**YOUR INSTRUCTIONS**
If a record contains a picture, leave the picture out and reproduce everything else exactly.

**DATA SUPPLIED**
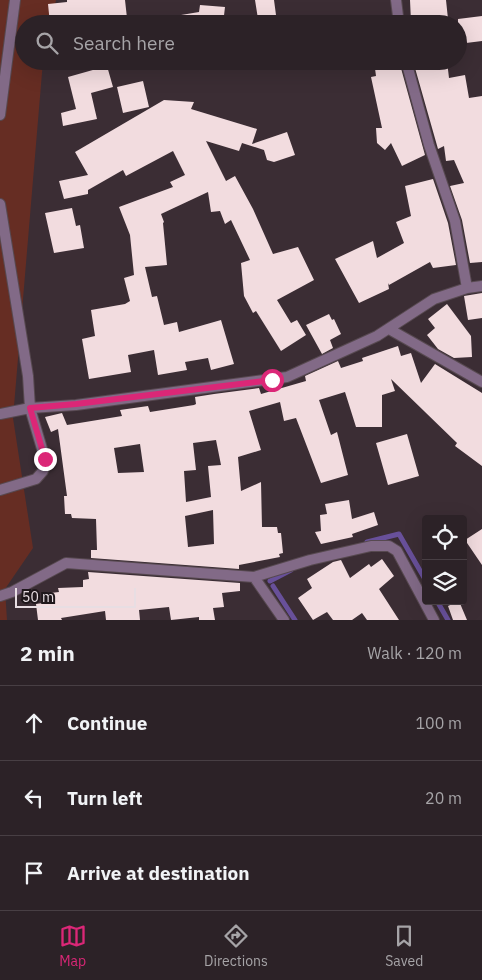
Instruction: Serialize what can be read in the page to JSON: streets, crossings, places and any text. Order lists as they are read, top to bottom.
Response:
{
  "scale_bar": "50 m",
  "page": {
    "search": "Search here",
    "scale": "50 m",
    "heading": ["2 min", "Walk · 120 m"],
    "list": [
      ["Continue", "100 m"],
      ["Turn left", "20 m"],
      "Arrive at destination"
    ],
    "nav": ["Map", "Directions", "Saved"]
  }
}
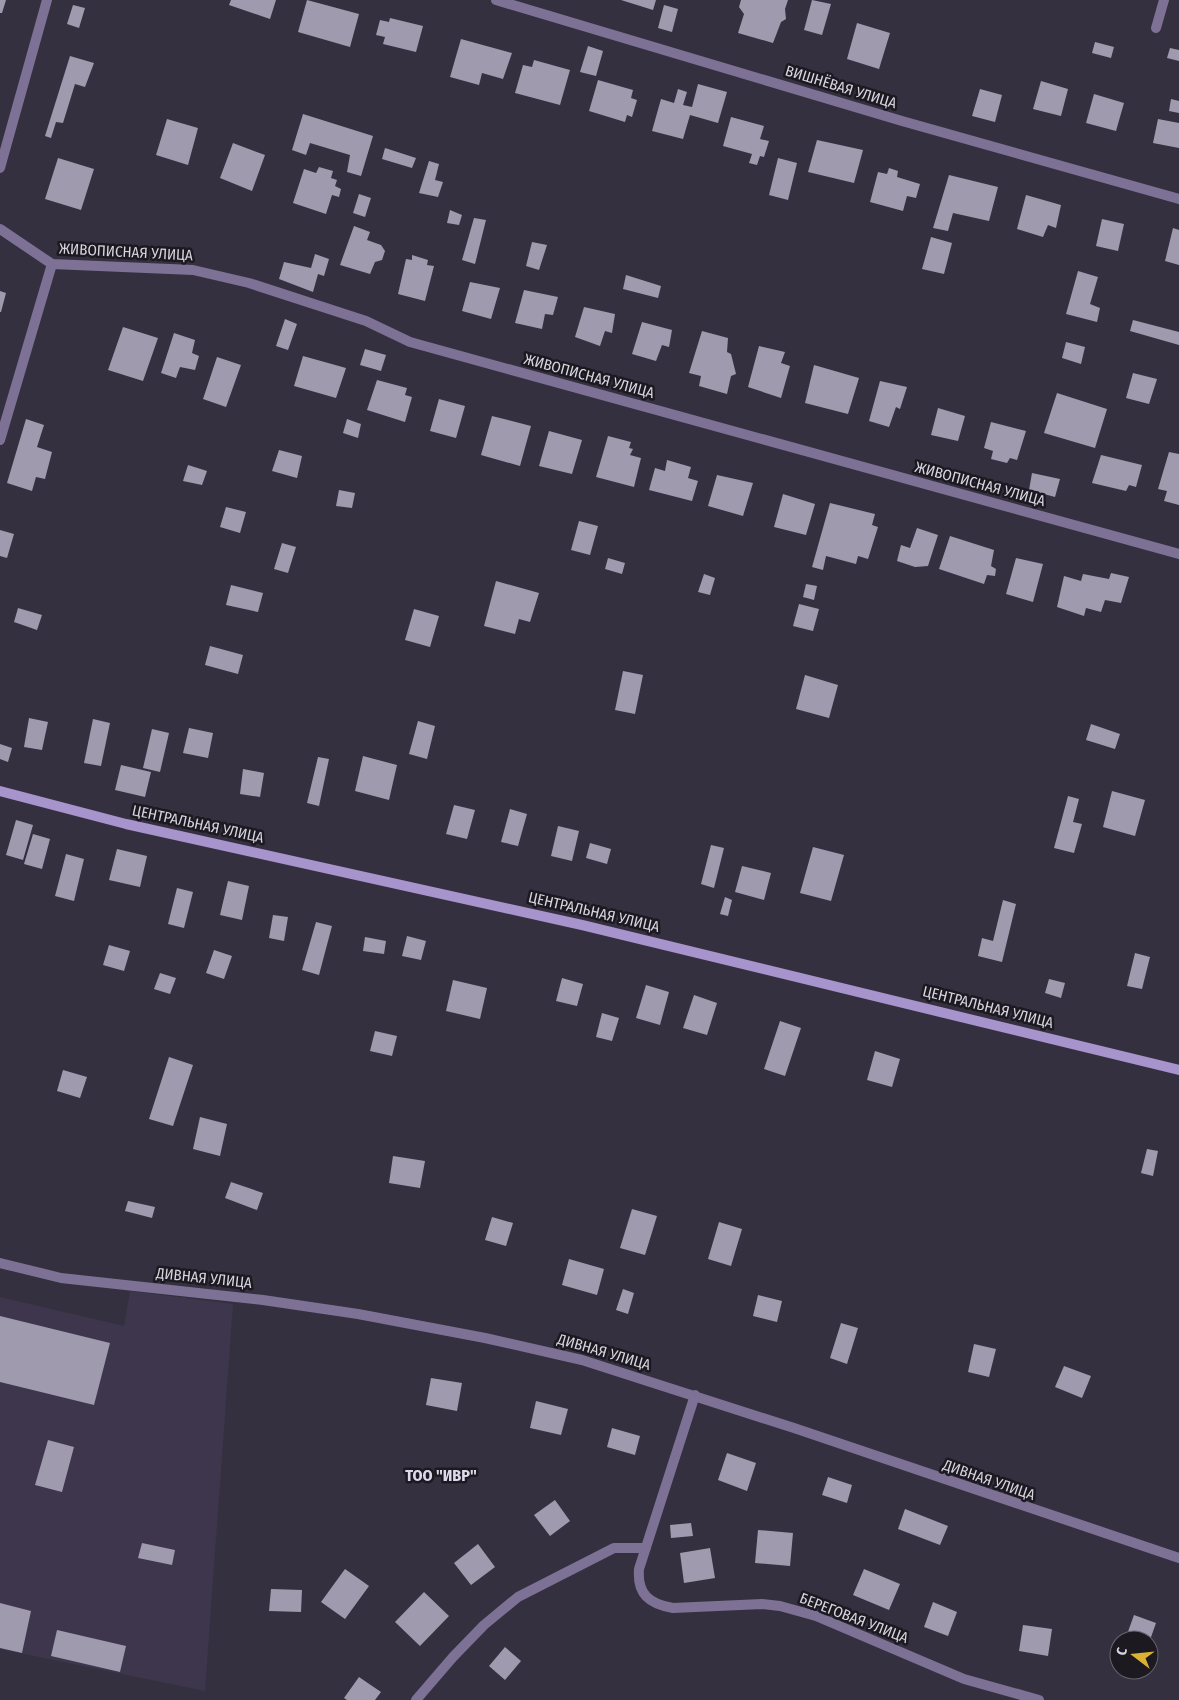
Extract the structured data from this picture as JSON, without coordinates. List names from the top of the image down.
{
  "streets": {
    "street": [
      "ВИШНЁВАЯ УЛИЦА",
      "ЖИВОПИСНАЯ УЛИЦА",
      "ЦЕНТРАЛЬНАЯ УЛИЦА",
      "ДИВНАЯ УЛИЦА",
      "БЕРЕГОВАЯ УЛИЦА"
    ]
  },
  "crossings": [
    ["ДИВНАЯ УЛИЦА", "БЕРЕГОВАЯ УЛИЦА"]
  ],
  "districts": ["ТОО \"ИВР\""],
  "north": "left"
}
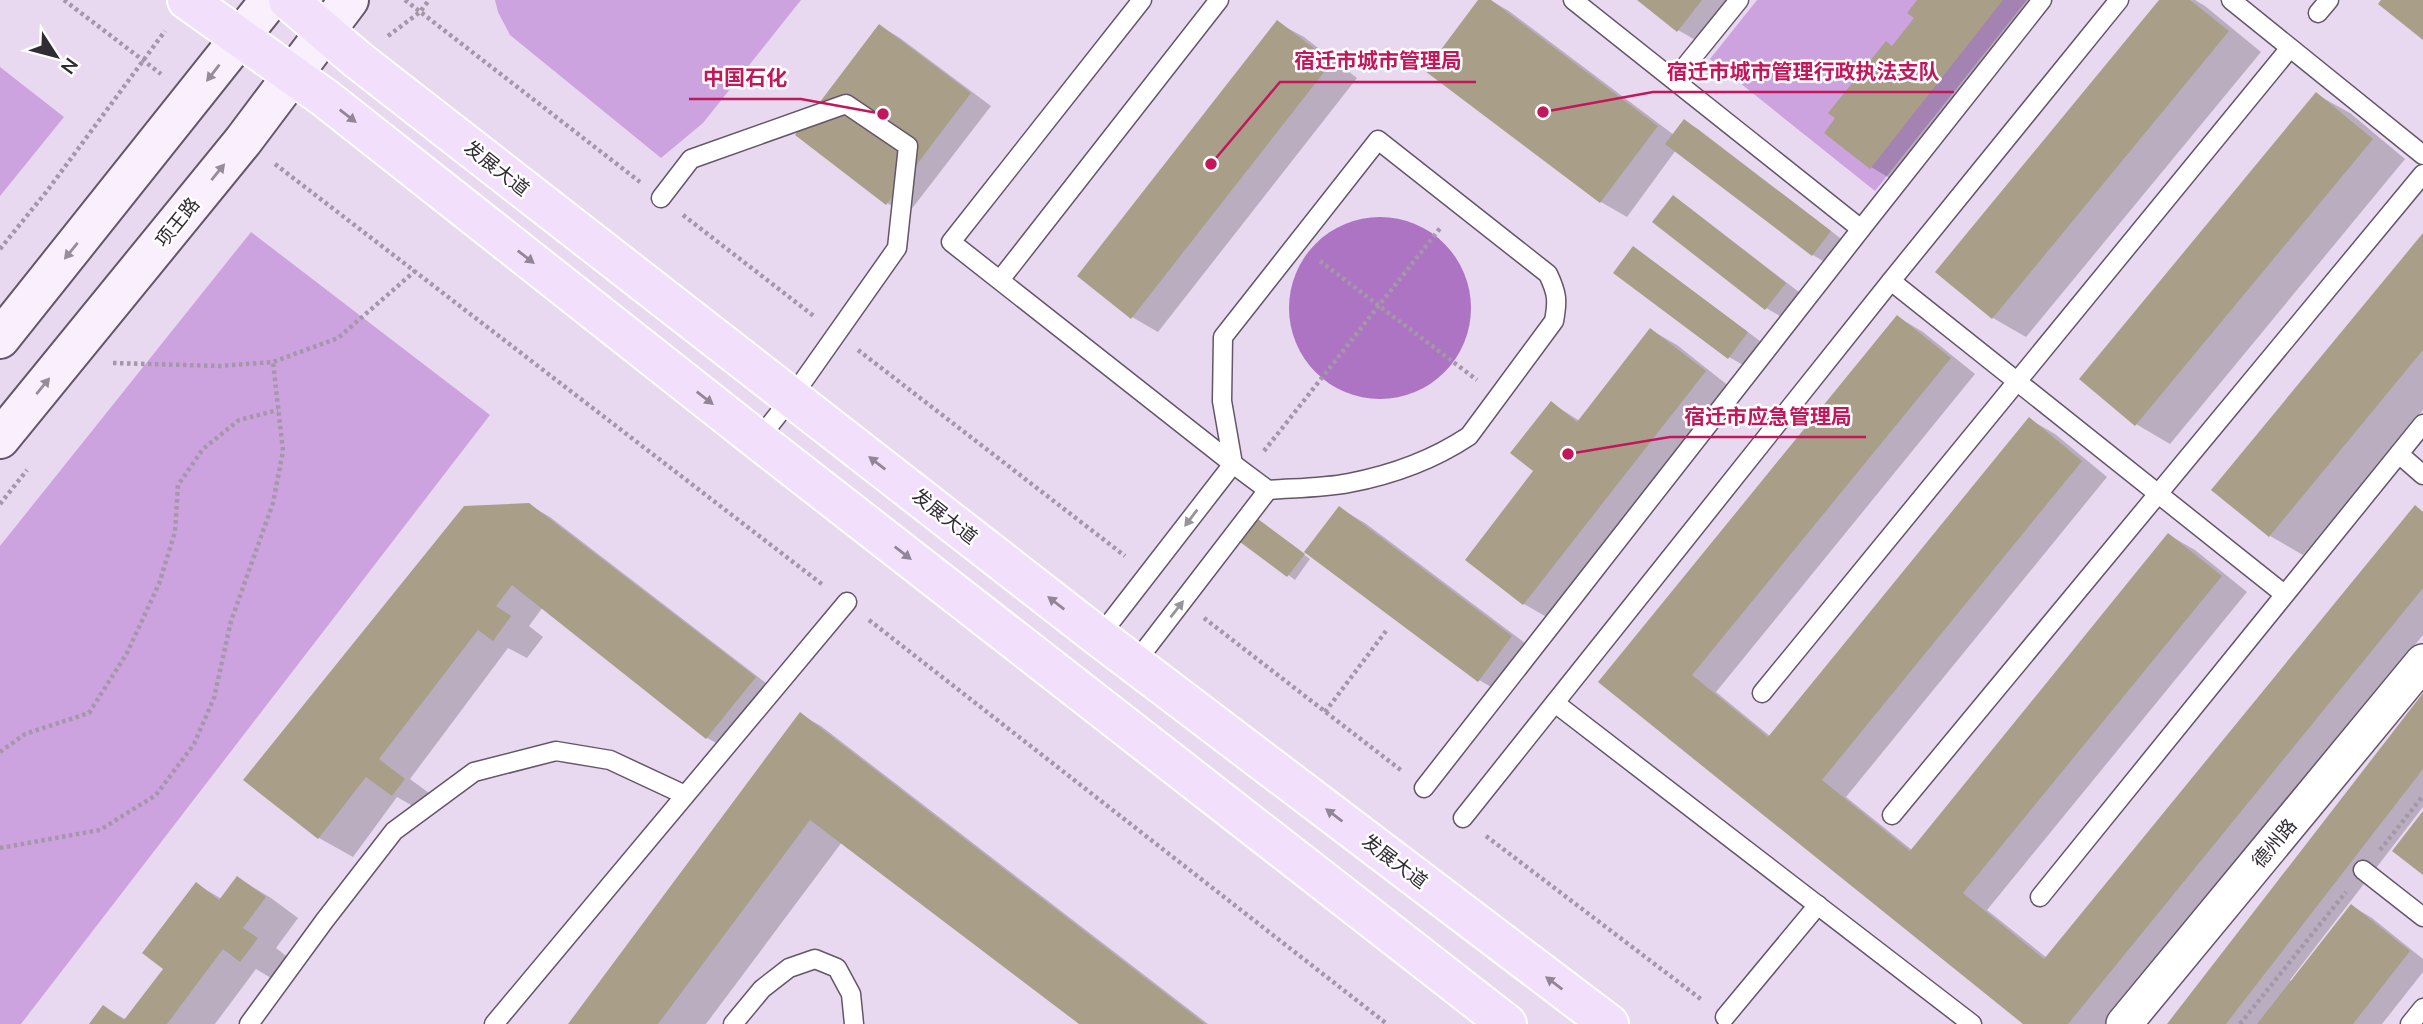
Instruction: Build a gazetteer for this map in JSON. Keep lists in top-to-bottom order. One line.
{"streets":{"main road":["发展大道","项王路"],"street":["德州路"]},"crossings":[["发展大道","项王路"]],"places":["宿迁市城市管理行政执法支队","中国石化","宿迁市城市管理局","宿迁市应急管理局"],"north":"bottom right"}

**RESPONSE TO THIS EXERCISE**
Instruction: Serialize what can be read in the page to JSON: streets, crossings, places and any text. Order lists as they are read, top to bottom.
Response:
{
  "scale_bar": "50 m",
  "page": {
    "search": "Search here",
    "scale": "50 m",
    "heading": ["2 min", "Walk · 120 m"],
    "list": [
      ["Continue", "100 m"],
      ["Turn left", "20 m"],
      "Arrive at destination"
    ],
    "nav": ["Map", "Directions", "Saved"]
  }
}
Extract the structured data from this picture as JSON, without coordinates. List names from the top of the image down.
{
  "streets": {
    "street": [
      "ВИШНЁВАЯ УЛИЦА",
      "ЖИВОПИСНАЯ УЛИЦА",
      "ЦЕНТРАЛЬНАЯ УЛИЦА",
      "ДИВНАЯ УЛИЦА",
      "БЕРЕГОВАЯ УЛИЦА"
    ]
  },
  "crossings": [
    ["ДИВНАЯ УЛИЦА", "БЕРЕГОВАЯ УЛИЦА"]
  ],
  "districts": ["ТОО \"ИВР\""],
  "north": "left"
}
Instruction: Build a gazetteer for this map in JSON. Keep lists in top-to-bottom order. One line.
{"streets":{"main road":["发展大道","项王路"],"street":["德州路"]},"crossings":[["发展大道","项王路"]],"places":["宿迁市城市管理行政执法支队","中国石化","宿迁市城市管理局","宿迁市应急管理局"],"north":"bottom right"}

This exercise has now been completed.